期刊
TRANSPLANT INTERNATIONAL
卷 32, 期 11, 页码 1144-1150出版社
WILEY
DOI: 10.1111/tri.13471
关键词
chemotherapy; colorectal cancer; liver transplant recipients; overall survival
资金
- Oslo University Hospital
- South-Eastern Norway Health Authority
- Norwegian Cancer Society
Solid organ recipients have a 2-5 fold increased risk of malignancy compared to the general population. Because of the broader indications for transplantation, it is anticipated that an increasing number of organ graft recipients will present with malignancy. There are limited data about responses and tolerance to chemotherapy in solid organ transplanted patients. Twenty-three of 46 colorectal cancer (CRC) patients with nonresectable liver metastases who had undergone liver transplantation (LT) in three different studies were included. All patients had received chemotherapy both prior to LT and after LT, at recurrence of metastatic CRC (mCRC). Adverse reactions (grades 3-4) and clinical and radiological outcome were retrospectively registered.

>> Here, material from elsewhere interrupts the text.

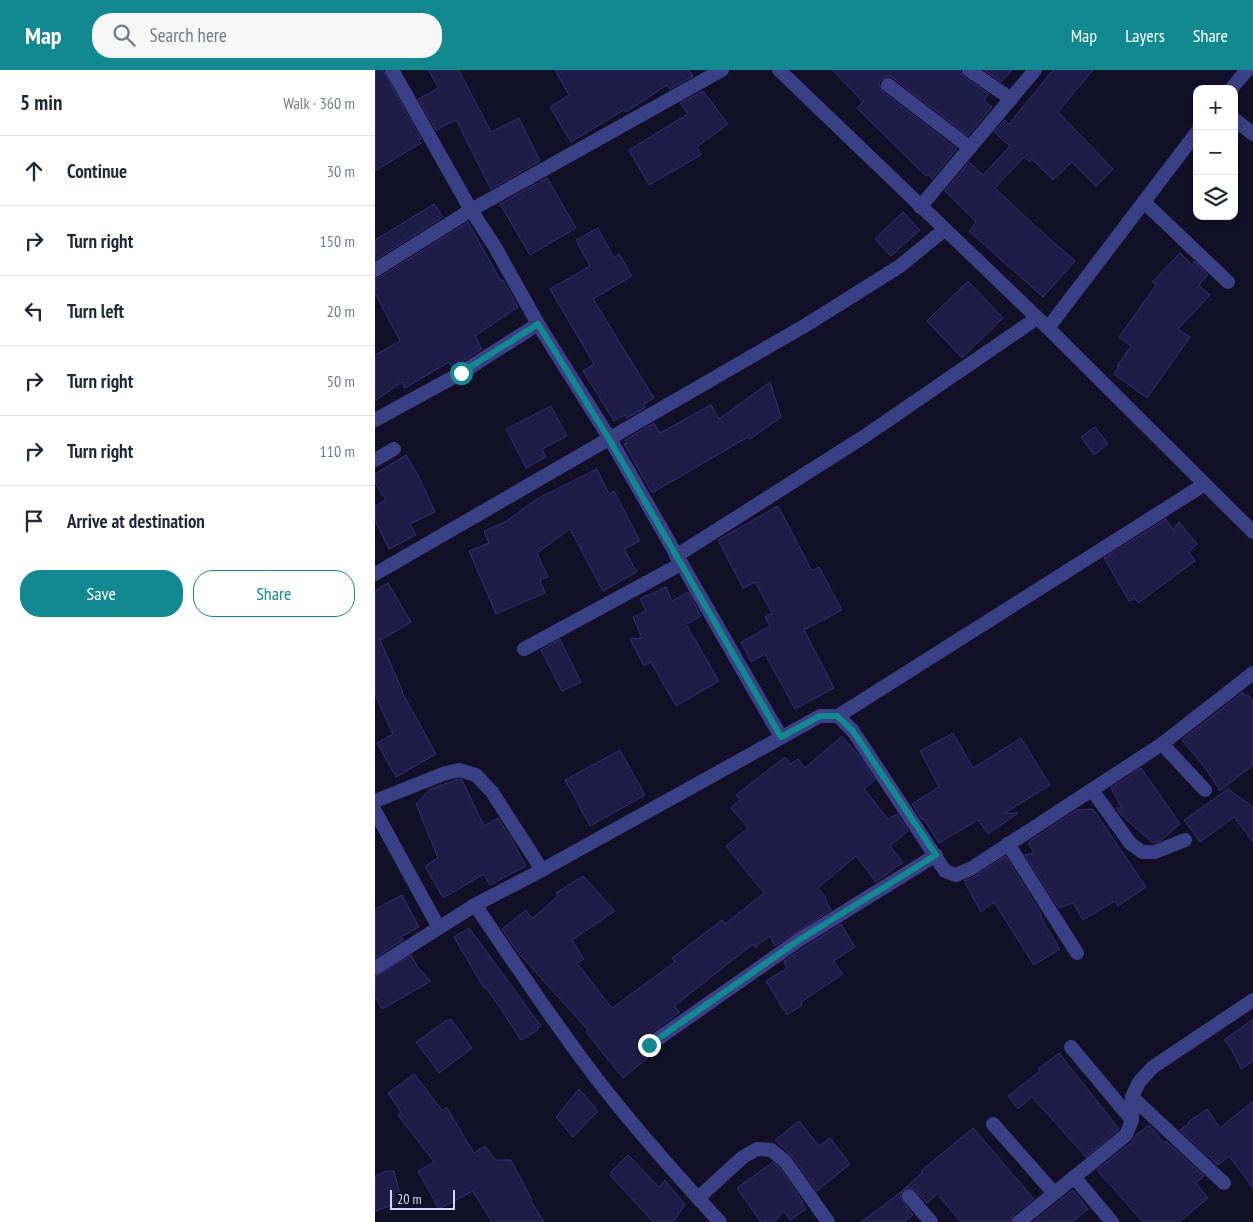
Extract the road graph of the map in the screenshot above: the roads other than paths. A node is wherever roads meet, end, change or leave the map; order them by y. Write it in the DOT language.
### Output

Overall survival was determined from start of palliative chemotherapy after LT. No graft rejection was observed. Chemotherapy for mCRC was overall well-tolerated and there was no increased bone marrow toxicity registered after LT; however, mucositis and diarrhea were more frequent in post-LT chemotherapy. Median overall survival from start of palliative chemotherapy after LT was 13 months. No graft loss was observed when chemotherapy for mCRC was given to LT recipients who had developed nonresectable metastases. Overall, the chemotherapy for mCRC was well-tolerated, induced responses, and long-term survival was obtained in some patients.